When the floor opened for a question-and-answer session, six people immediately jumped up to the mic, asking everything from how to stream from a Mac (use Boot Camp), how to get discovered on the service (persistence) and how much to spend on a streaming setup (around $800 for your computer). The “Women in Gaming” panel was even more popular, with BibleThump (one of the bigger theaters) at capacity, and at least 20 folks in line for the open-mic question session.
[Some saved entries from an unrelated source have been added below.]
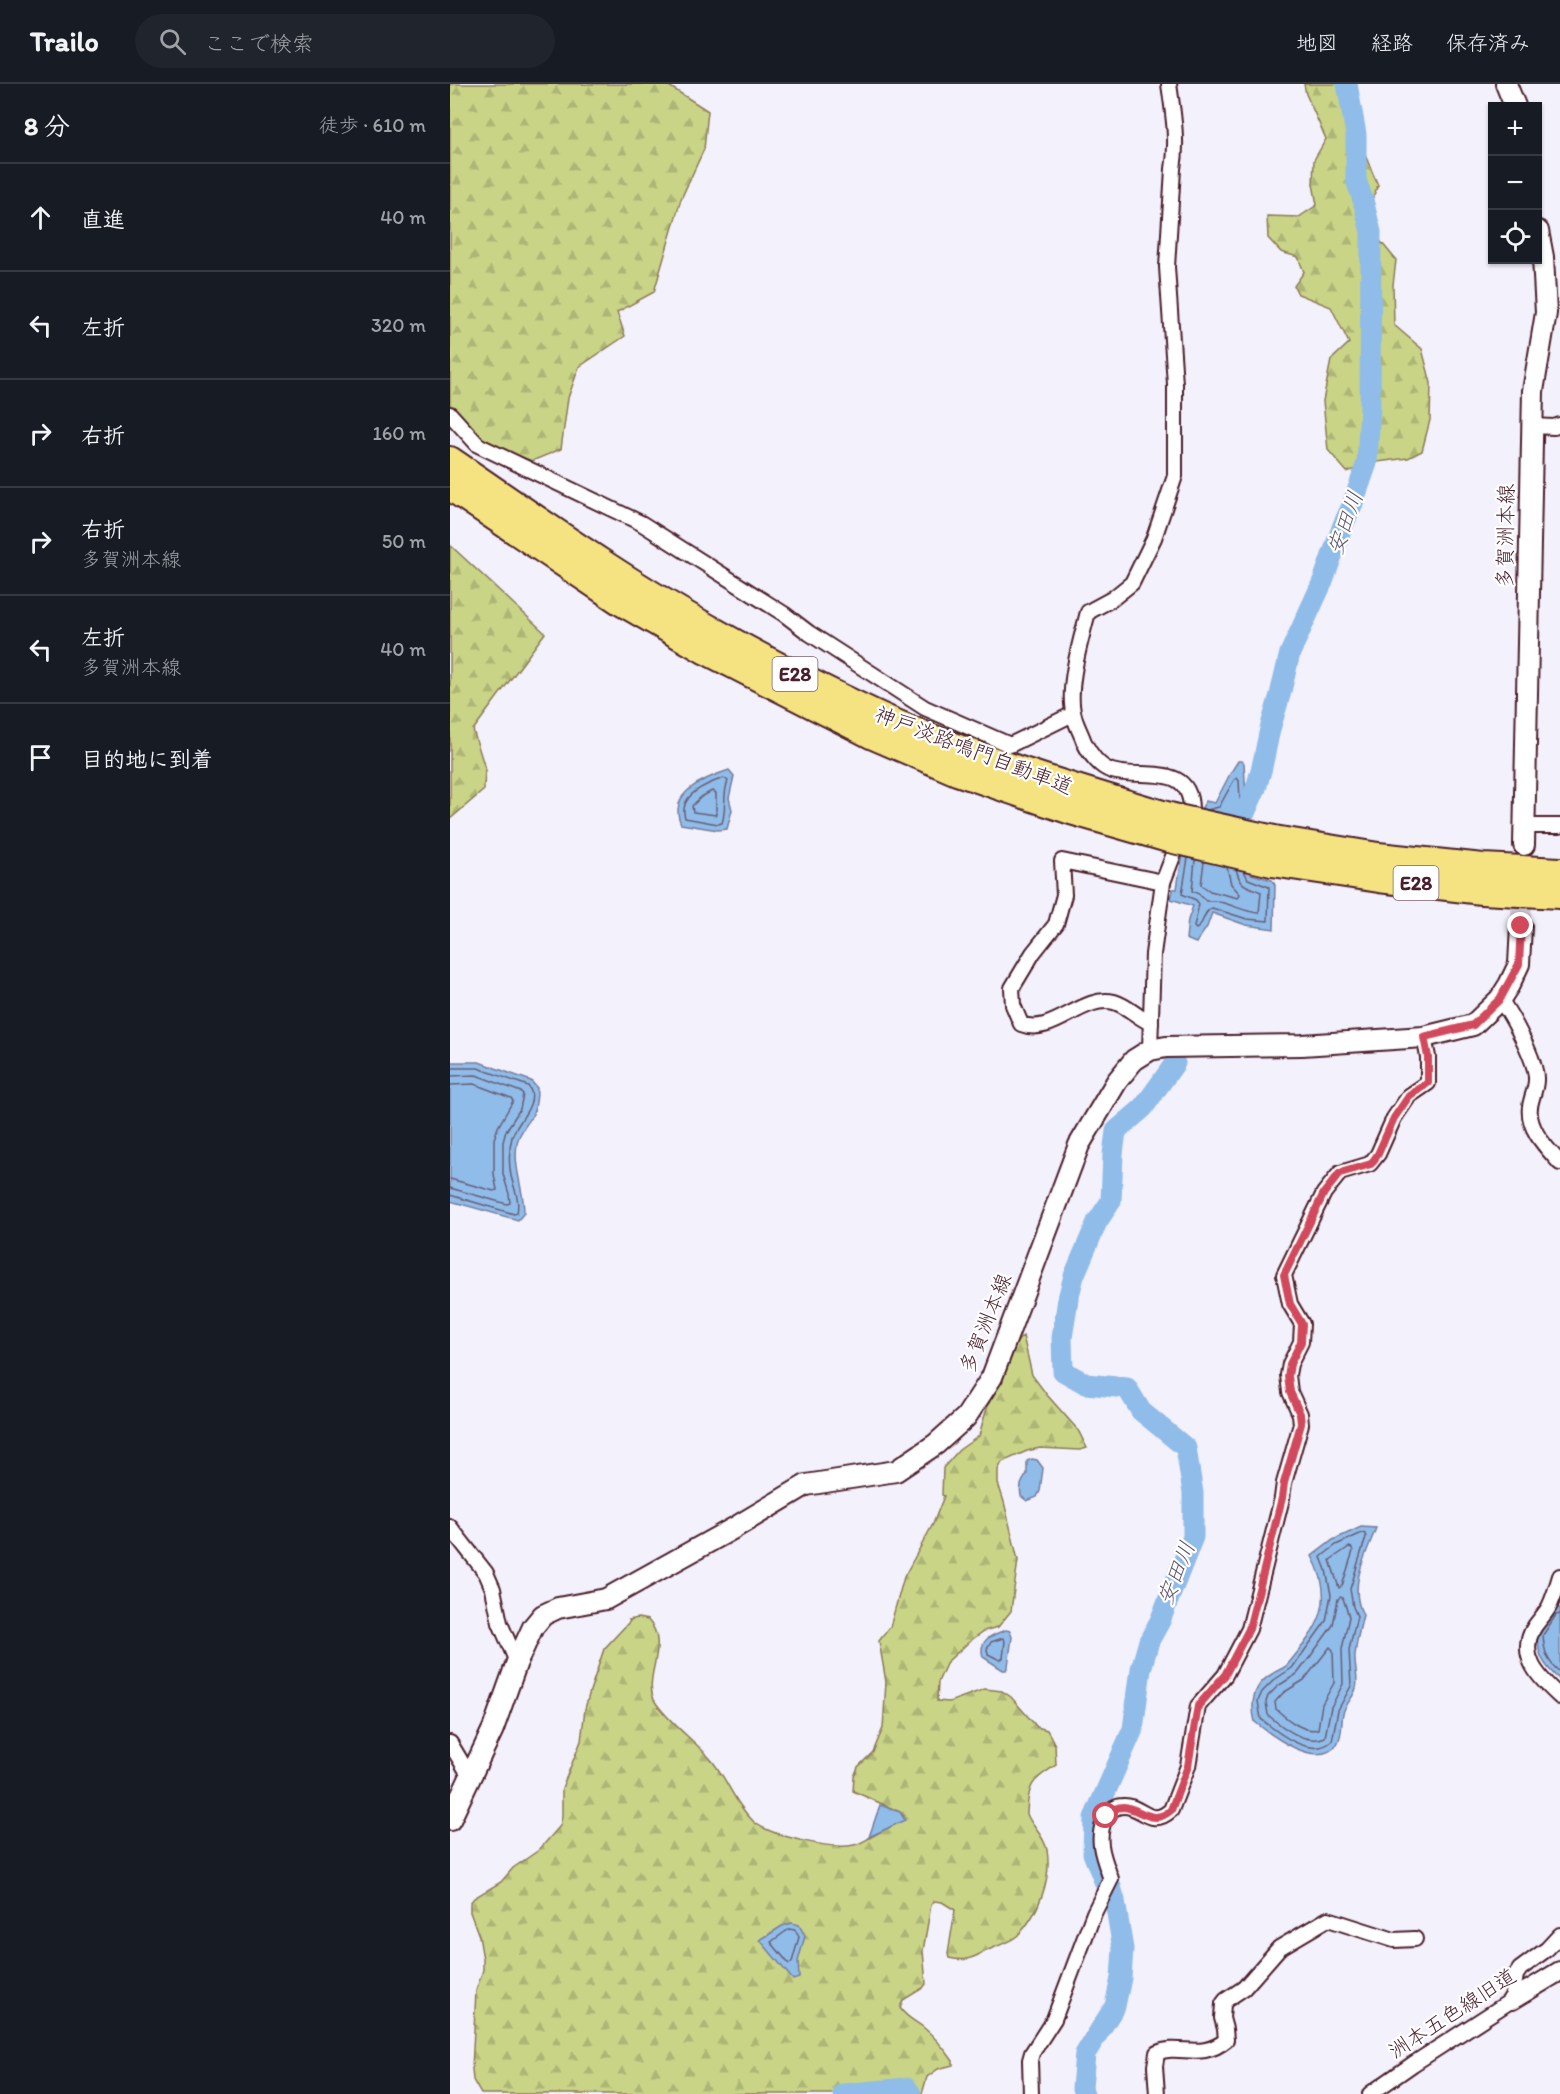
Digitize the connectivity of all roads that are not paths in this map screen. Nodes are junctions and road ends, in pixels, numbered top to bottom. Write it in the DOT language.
graph roads {
  1 [pos="1169,84"];
  2 [pos="1506,84"];
  3 [pos="1513,102"];
  4 [pos="1542,252"];
  5 [pos="450,414"];
  6 [pos="1560,425"];
  7 [pos="1531,426"];
  8 [pos="450,460"];
  9 [pos="450,487"];
  10 [pos="1073,714"];
  11 [pos="1560,826"];
  12 [pos="1169,827"];
  13 [pos="1524,835"];
  14 [pos="1273,850"];
  15 [pos="1560,871"];
  16 [pos="1163,882"];
  17 [pos="1560,895"];
  18 [pos="1521,926"];
  19 [pos="1500,999"];
  20 [pos="1151,1023"];
  21 [pos="1424,1037"];
  22 [pos="1150,1050"];
  23 [pos="1560,1164"];
  24 [pos="450,1527"];
  25 [pos="1560,1576"];
  26 [pos="517,1662"];
  27 [pos="1560,1696"];
  28 [pos="450,1743"];
  29 [pos="471,1778"];
  30 [pos="450,1820"];
  31 [pos="1560,1935"];
  32 [pos="1415,1940"];
  33 [pos="1560,1971"];
  34 [pos="1512,2000"];
  35 [pos="1031,2094"];
  36 [pos="1157,2094"];
  37 [pos="1370,2094"];
  1 -- 10 [label="street"];
  2 -- 3 [label="main road"];
  4 -- 7 [label="main road, 多賀洲本線"];
  5 -- 10 [label="street"];
  6 -- 7 [label="street"];
  7 -- 13 [label="main road, 多賀洲本線"];
  8 -- 12 [label="highway, 神戸淡路鳴門自動車道 / E28"];
  9 -- 12 [label="highway, 神戸淡路鳴門自動車道 / E28"];
  10 -- 16 [label="street"];
  11 -- 13 [label="street"];
  12 -- 14 [label="highway, 神戸淡路鳴門自動車道 / E28, bridge"];
  14 -- 15 [label="highway, 神戸淡路鳴門自動車道 / E28"];
  14 -- 17 [label="highway, 神戸淡路鳴門自動車道 / E28"];
  16 -- 20 [label="street"];
  16 -- 20 [label="street"];
  18 -- 19 [label="main road"];
  19 -- 21 [label="main road"];
  19 -- 23 [label="street"];
  20 -- 22 [label="street"];
  21 -- 22 [label="main road"];
  21 -- 35 [label="street"];
  22 -- 26 [label="main road, 多賀洲本線"];
  24 -- 26 [label="street"];
  25 -- 27 [label="street"];
  26 -- 29 [label="main road, 多賀洲本線"];
  28 -- 29 [label="street"];
  29 -- 30 [label="main road, 多賀洲本線"];
  31 -- 34 [label="street"];
  32 -- 36 [label="street"];
  33 -- 34 [label="street, 洲本五色線旧道"];
  34 -- 37 [label="street, 洲本五色線旧道"];
}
Even at their most tired, the people I ran into were all smiles. As I sat at San Francisco International Airport at 3AM on Sunday to catch my early flight home, I noticed a small group of TwitchCon attendees draped in the company’s trademark shade of purple. They were parting ways, heading back to their respective corners of the country, hugging, laughing and promising to come back next year. Almost every person I talked to that weekend was friendly and more than willing to give advice or just talk for a few minutes. Hell, I even had a chance to meet up with one of our Playdate regulars, Austin “Yauddle” Busch, take him out for drinks and break his five-year Taco Bell abstinence.
This, sadly, was as close as I got to my scheduled interview with Fred Durst at TwitchCon.
All of this goodwill culminated in the heretofore unthinkable: I now watch Twitch instead of, you know, playing video games myself. For the past few months, Engadget features editor and gaming overlord Joseph Volpe has been raving about a channel called Excessive Profanity. I’d followed the channel a while back but never actually tuned in for a stream. When the email ping came through indicating the channel had gone live late that Saturday, unlike every time before it, I heeded its suggestion and Chromecasted the show to my TV. The streamer EP (real name: Cody Hargreaves), was playing Metal Gear Solid V: The Phantom Pain, a game I’ve been miserably stuck in since our own Playdate broadcast.
All of this goodwill culminated in the unthinkable: I now watch Twitch instead of playing video games myself.
A few minutes into his stream, it finally all made sense to me; I “got” why people watched Twitch instead of playing a game for themselves. It was like TV, but something I could participate in, in real-time. Having EP give me and around 700 other viewers at the time a guided tour — replete with some seriously funny, curse-laden Australian commentary — was the perfect way to experience a few hours of Hideo Kojima’s latest title.
I got wrapped up in the chat, sharing my glee with everyone else when EP manned a mini-mech and fled the scene as a skyscraper-sized bi-pedal weapon chased him down. I even dropped a RalpherZ emoticon. I’ll likely never beat The Phantom Pain, or sadly even get past the “Honeybee” mission (I’ve tried multiple times since), but now I know why people love it so much. I don’t have time to devote to beating every game that’s released, but I do have an hour or so to watch others play and comment on them.
I’ve even done some late-night Destiny streaming on my personal Twitch channel since returning home; something that wouldn’t have happened were it not for TwitchCon. And if that was the mission of the show — to bolster the Twitch community and invite others in — it worked. I’m a believer. I’m a streamer. And now, I’m a viewer.